MATERIAL FOR THIS TASK ::
──────

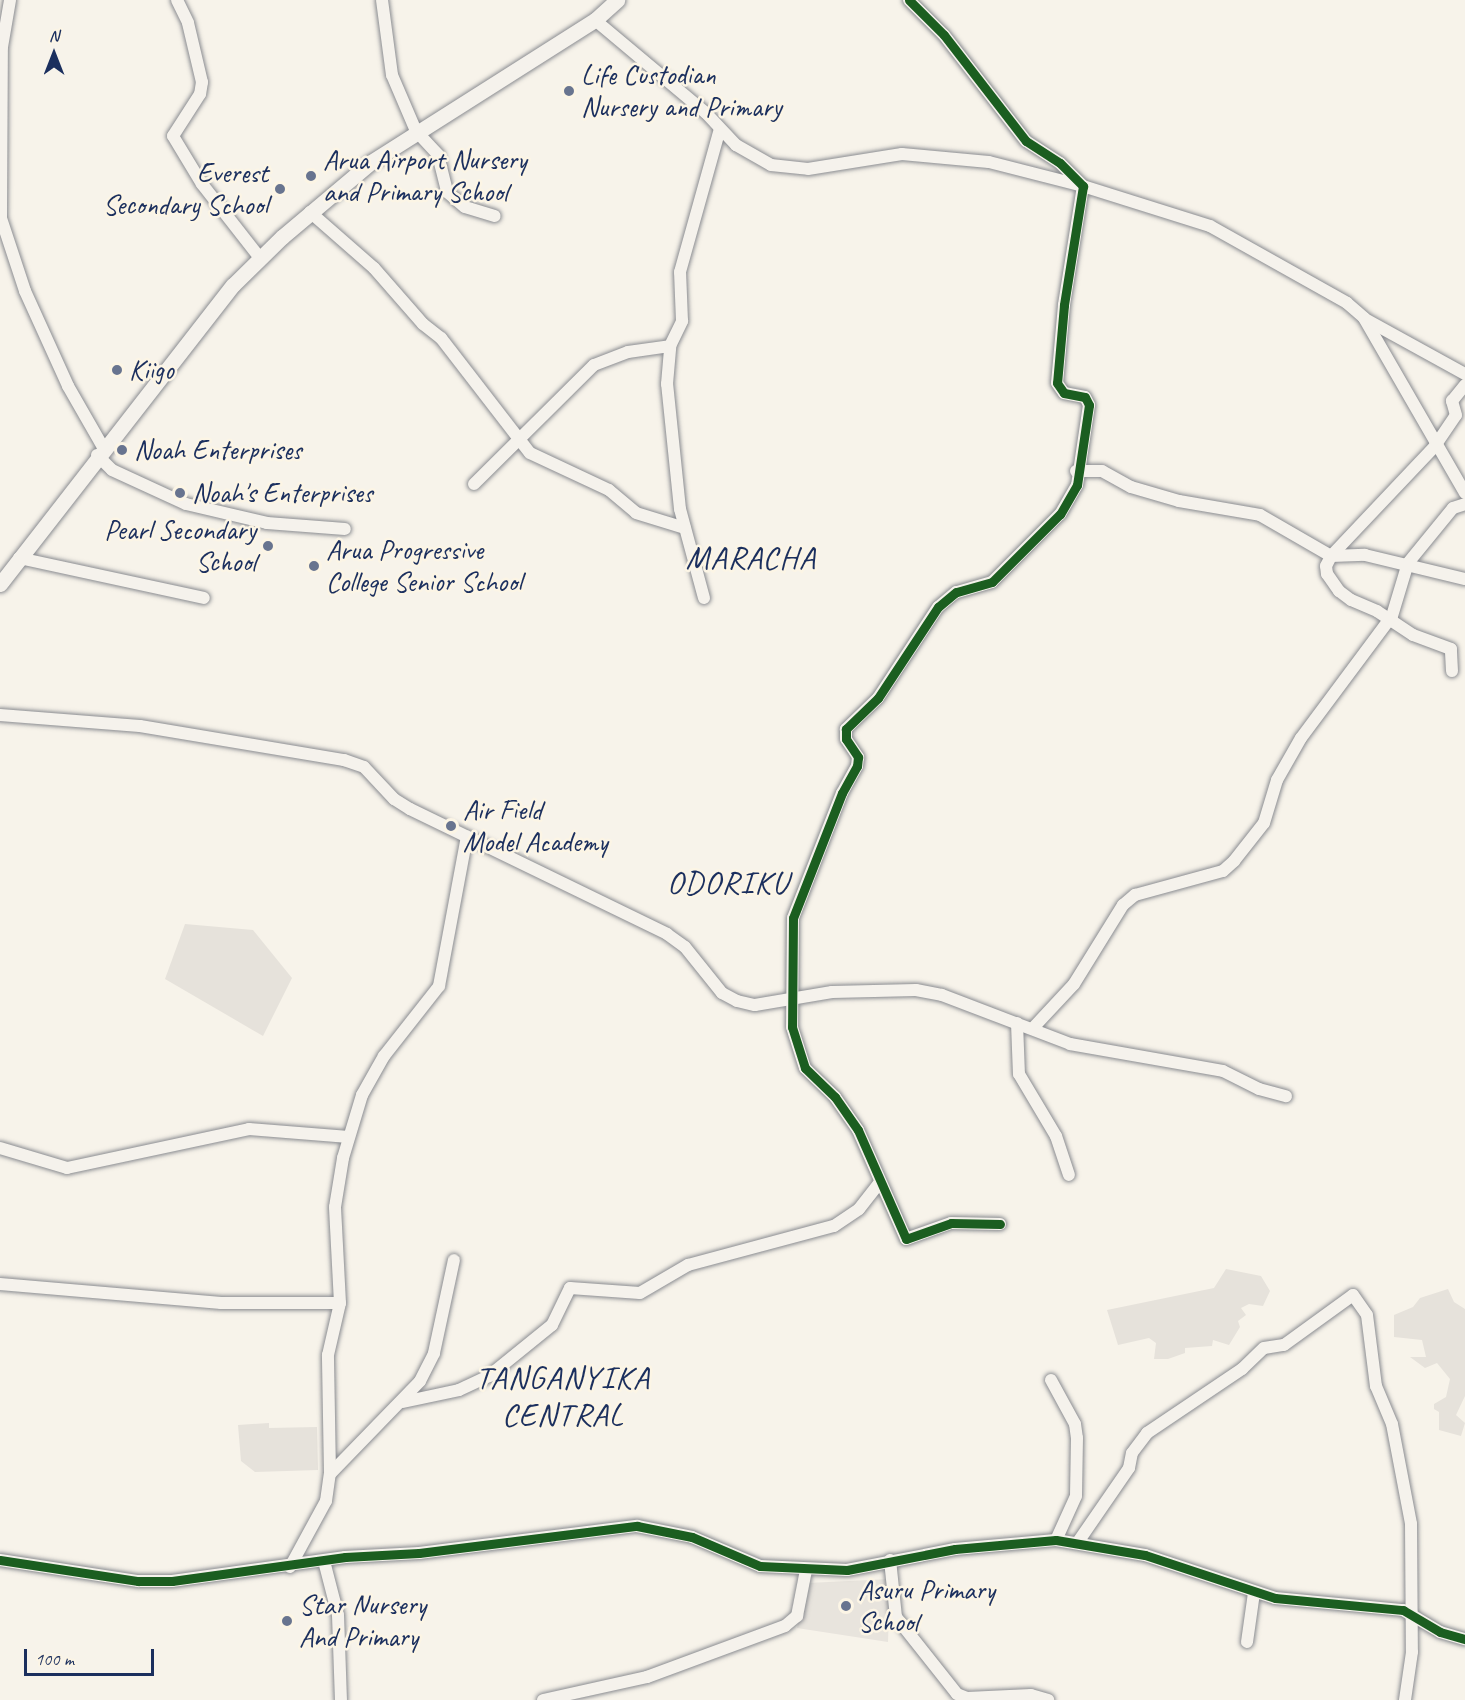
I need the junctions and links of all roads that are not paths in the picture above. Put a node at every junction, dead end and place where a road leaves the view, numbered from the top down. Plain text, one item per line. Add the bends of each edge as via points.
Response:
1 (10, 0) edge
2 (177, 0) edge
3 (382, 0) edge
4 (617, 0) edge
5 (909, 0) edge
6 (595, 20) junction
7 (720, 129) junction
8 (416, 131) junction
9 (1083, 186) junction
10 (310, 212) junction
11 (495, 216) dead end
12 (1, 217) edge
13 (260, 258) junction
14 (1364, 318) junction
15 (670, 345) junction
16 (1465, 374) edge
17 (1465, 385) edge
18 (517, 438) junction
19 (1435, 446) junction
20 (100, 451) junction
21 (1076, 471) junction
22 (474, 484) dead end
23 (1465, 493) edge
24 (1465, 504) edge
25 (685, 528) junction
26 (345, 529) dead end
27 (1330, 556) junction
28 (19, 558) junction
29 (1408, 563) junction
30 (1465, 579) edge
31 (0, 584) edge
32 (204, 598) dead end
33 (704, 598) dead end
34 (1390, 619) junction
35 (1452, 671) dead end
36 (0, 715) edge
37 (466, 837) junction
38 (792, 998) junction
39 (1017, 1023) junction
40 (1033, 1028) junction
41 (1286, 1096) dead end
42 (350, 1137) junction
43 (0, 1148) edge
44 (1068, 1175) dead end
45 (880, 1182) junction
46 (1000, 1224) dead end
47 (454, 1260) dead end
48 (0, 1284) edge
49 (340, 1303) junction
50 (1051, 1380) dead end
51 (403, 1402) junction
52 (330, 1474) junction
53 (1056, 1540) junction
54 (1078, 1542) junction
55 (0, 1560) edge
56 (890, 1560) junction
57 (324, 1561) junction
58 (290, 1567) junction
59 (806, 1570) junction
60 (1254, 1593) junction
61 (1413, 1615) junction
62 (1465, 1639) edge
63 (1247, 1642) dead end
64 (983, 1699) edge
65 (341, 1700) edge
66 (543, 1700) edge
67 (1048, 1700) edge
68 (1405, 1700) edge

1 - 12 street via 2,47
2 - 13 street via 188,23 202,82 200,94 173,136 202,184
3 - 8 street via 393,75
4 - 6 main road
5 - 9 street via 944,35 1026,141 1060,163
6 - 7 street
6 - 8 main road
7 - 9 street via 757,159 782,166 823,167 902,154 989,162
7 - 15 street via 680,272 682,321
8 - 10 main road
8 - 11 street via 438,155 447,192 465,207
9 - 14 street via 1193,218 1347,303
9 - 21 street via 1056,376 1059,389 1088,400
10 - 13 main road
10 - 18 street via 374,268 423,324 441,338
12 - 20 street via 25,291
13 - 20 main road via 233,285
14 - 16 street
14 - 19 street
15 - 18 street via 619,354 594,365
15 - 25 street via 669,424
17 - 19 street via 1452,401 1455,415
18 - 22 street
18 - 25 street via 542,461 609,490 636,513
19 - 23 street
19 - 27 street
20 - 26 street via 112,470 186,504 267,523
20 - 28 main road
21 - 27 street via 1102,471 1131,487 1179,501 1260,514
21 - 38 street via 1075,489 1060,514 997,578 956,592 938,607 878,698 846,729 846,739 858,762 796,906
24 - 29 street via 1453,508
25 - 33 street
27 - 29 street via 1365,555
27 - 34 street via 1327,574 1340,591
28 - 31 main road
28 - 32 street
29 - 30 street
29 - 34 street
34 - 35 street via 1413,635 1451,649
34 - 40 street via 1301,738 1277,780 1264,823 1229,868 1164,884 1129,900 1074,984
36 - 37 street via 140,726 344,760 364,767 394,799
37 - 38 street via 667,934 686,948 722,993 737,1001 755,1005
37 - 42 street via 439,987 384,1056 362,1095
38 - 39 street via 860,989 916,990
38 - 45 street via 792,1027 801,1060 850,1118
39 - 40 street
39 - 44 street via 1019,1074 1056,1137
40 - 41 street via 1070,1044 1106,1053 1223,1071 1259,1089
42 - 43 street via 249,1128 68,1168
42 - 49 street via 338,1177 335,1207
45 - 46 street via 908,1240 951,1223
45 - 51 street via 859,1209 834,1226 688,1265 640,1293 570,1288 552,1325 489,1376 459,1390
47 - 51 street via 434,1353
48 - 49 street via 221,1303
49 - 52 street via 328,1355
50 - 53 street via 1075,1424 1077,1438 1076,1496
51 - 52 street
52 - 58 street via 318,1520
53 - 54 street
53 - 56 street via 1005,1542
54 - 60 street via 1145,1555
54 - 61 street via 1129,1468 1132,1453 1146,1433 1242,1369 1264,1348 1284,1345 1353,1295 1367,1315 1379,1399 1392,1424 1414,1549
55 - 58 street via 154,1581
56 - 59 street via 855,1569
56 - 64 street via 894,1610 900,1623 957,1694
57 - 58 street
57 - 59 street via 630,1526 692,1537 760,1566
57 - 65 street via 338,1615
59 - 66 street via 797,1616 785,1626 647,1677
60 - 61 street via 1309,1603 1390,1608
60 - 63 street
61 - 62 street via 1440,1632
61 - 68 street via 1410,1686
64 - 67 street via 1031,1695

──────

AIM OF THE EXERCISE :: A verbatim copy of all the records, minus the pictures, is the expected answer.

ANSWER TO THE EXERCISE ::
I need the junctions and links of all roads that are not paths in the picture above. Put a node at every junction, dead end and place where a road leaves the view, numbered from the top down. Plain text, one item per line. Add the bends of each edge as via points.
Response:
1 (10, 0) edge
2 (177, 0) edge
3 (382, 0) edge
4 (617, 0) edge
5 (909, 0) edge
6 (595, 20) junction
7 (720, 129) junction
8 (416, 131) junction
9 (1083, 186) junction
10 (310, 212) junction
11 (495, 216) dead end
12 (1, 217) edge
13 (260, 258) junction
14 (1364, 318) junction
15 (670, 345) junction
16 (1465, 374) edge
17 (1465, 385) edge
18 (517, 438) junction
19 (1435, 446) junction
20 (100, 451) junction
21 (1076, 471) junction
22 (474, 484) dead end
23 (1465, 493) edge
24 (1465, 504) edge
25 (685, 528) junction
26 (345, 529) dead end
27 (1330, 556) junction
28 (19, 558) junction
29 (1408, 563) junction
30 (1465, 579) edge
31 (0, 584) edge
32 (204, 598) dead end
33 (704, 598) dead end
34 (1390, 619) junction
35 (1452, 671) dead end
36 (0, 715) edge
37 (466, 837) junction
38 (792, 998) junction
39 (1017, 1023) junction
40 (1033, 1028) junction
41 (1286, 1096) dead end
42 (350, 1137) junction
43 (0, 1148) edge
44 (1068, 1175) dead end
45 (880, 1182) junction
46 (1000, 1224) dead end
47 (454, 1260) dead end
48 (0, 1284) edge
49 (340, 1303) junction
50 (1051, 1380) dead end
51 (403, 1402) junction
52 (330, 1474) junction
53 (1056, 1540) junction
54 (1078, 1542) junction
55 (0, 1560) edge
56 (890, 1560) junction
57 (324, 1561) junction
58 (290, 1567) junction
59 (806, 1570) junction
60 (1254, 1593) junction
61 (1413, 1615) junction
62 (1465, 1639) edge
63 (1247, 1642) dead end
64 (983, 1699) edge
65 (341, 1700) edge
66 (543, 1700) edge
67 (1048, 1700) edge
68 (1405, 1700) edge

1 - 12 street via 2,47
2 - 13 street via 188,23 202,82 200,94 173,136 202,184
3 - 8 street via 393,75
4 - 6 main road
5 - 9 street via 944,35 1026,141 1060,163
6 - 7 street
6 - 8 main road
7 - 9 street via 757,159 782,166 823,167 902,154 989,162
7 - 15 street via 680,272 682,321
8 - 10 main road
8 - 11 street via 438,155 447,192 465,207
9 - 14 street via 1193,218 1347,303
9 - 21 street via 1056,376 1059,389 1088,400
10 - 13 main road
10 - 18 street via 374,268 423,324 441,338
12 - 20 street via 25,291
13 - 20 main road via 233,285
14 - 16 street
14 - 19 street
15 - 18 street via 619,354 594,365
15 - 25 street via 669,424
17 - 19 street via 1452,401 1455,415
18 - 22 street
18 - 25 street via 542,461 609,490 636,513
19 - 23 street
19 - 27 street
20 - 26 street via 112,470 186,504 267,523
20 - 28 main road
21 - 27 street via 1102,471 1131,487 1179,501 1260,514
21 - 38 street via 1075,489 1060,514 997,578 956,592 938,607 878,698 846,729 846,739 858,762 796,906
24 - 29 street via 1453,508
25 - 33 street
27 - 29 street via 1365,555
27 - 34 street via 1327,574 1340,591
28 - 31 main road
28 - 32 street
29 - 30 street
29 - 34 street
34 - 35 street via 1413,635 1451,649
34 - 40 street via 1301,738 1277,780 1264,823 1229,868 1164,884 1129,900 1074,984
36 - 37 street via 140,726 344,760 364,767 394,799
37 - 38 street via 667,934 686,948 722,993 737,1001 755,1005
37 - 42 street via 439,987 384,1056 362,1095
38 - 39 street via 860,989 916,990
38 - 45 street via 792,1027 801,1060 850,1118
39 - 40 street
39 - 44 street via 1019,1074 1056,1137
40 - 41 street via 1070,1044 1106,1053 1223,1071 1259,1089
42 - 43 street via 249,1128 68,1168
42 - 49 street via 338,1177 335,1207
45 - 46 street via 908,1240 951,1223
45 - 51 street via 859,1209 834,1226 688,1265 640,1293 570,1288 552,1325 489,1376 459,1390
47 - 51 street via 434,1353
48 - 49 street via 221,1303
49 - 52 street via 328,1355
50 - 53 street via 1075,1424 1077,1438 1076,1496
51 - 52 street
52 - 58 street via 318,1520
53 - 54 street
53 - 56 street via 1005,1542
54 - 60 street via 1145,1555
54 - 61 street via 1129,1468 1132,1453 1146,1433 1242,1369 1264,1348 1284,1345 1353,1295 1367,1315 1379,1399 1392,1424 1414,1549
55 - 58 street via 154,1581
56 - 59 street via 855,1569
56 - 64 street via 894,1610 900,1623 957,1694
57 - 58 street
57 - 59 street via 630,1526 692,1537 760,1566
57 - 65 street via 338,1615
59 - 66 street via 797,1616 785,1626 647,1677
60 - 61 street via 1309,1603 1390,1608
60 - 63 street
61 - 62 street via 1440,1632
61 - 68 street via 1410,1686
64 - 67 street via 1031,1695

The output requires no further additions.